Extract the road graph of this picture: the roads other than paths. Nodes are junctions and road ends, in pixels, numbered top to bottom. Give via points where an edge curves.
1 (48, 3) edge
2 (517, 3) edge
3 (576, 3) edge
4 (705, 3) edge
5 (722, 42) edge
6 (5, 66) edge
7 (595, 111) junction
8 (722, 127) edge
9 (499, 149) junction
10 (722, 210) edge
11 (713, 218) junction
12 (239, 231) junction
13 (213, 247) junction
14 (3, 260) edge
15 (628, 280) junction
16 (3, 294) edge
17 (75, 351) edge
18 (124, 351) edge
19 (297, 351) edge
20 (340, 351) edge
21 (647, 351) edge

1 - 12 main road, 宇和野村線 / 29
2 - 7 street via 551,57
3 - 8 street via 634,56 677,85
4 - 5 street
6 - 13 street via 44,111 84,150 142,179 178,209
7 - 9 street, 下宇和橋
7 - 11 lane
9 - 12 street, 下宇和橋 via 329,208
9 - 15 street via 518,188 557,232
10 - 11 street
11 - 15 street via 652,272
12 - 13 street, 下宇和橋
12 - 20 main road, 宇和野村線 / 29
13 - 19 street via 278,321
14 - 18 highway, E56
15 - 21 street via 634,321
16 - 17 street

▬▬▬▬▬▬

TASK REQUIREMENTS:
After reading through the material, print all of it again exactly.

THE COMPLETED TASK:
Extract the road graph of this picture: the roads other than paths. Nodes are junctions and road ends, in pixels, numbered top to bottom. Give via points where an edge curves.
1 (48, 3) edge
2 (517, 3) edge
3 (576, 3) edge
4 (705, 3) edge
5 (722, 42) edge
6 (5, 66) edge
7 (595, 111) junction
8 (722, 127) edge
9 (499, 149) junction
10 (722, 210) edge
11 (713, 218) junction
12 (239, 231) junction
13 (213, 247) junction
14 (3, 260) edge
15 (628, 280) junction
16 (3, 294) edge
17 (75, 351) edge
18 (124, 351) edge
19 (297, 351) edge
20 (340, 351) edge
21 (647, 351) edge

1 - 12 main road, 宇和野村線 / 29
2 - 7 street via 551,57
3 - 8 street via 634,56 677,85
4 - 5 street
6 - 13 street via 44,111 84,150 142,179 178,209
7 - 9 street, 下宇和橋
7 - 11 lane
9 - 12 street, 下宇和橋 via 329,208
9 - 15 street via 518,188 557,232
10 - 11 street
11 - 15 street via 652,272
12 - 13 street, 下宇和橋
12 - 20 main road, 宇和野村線 / 29
13 - 19 street via 278,321
14 - 18 highway, E56
15 - 21 street via 634,321
16 - 17 street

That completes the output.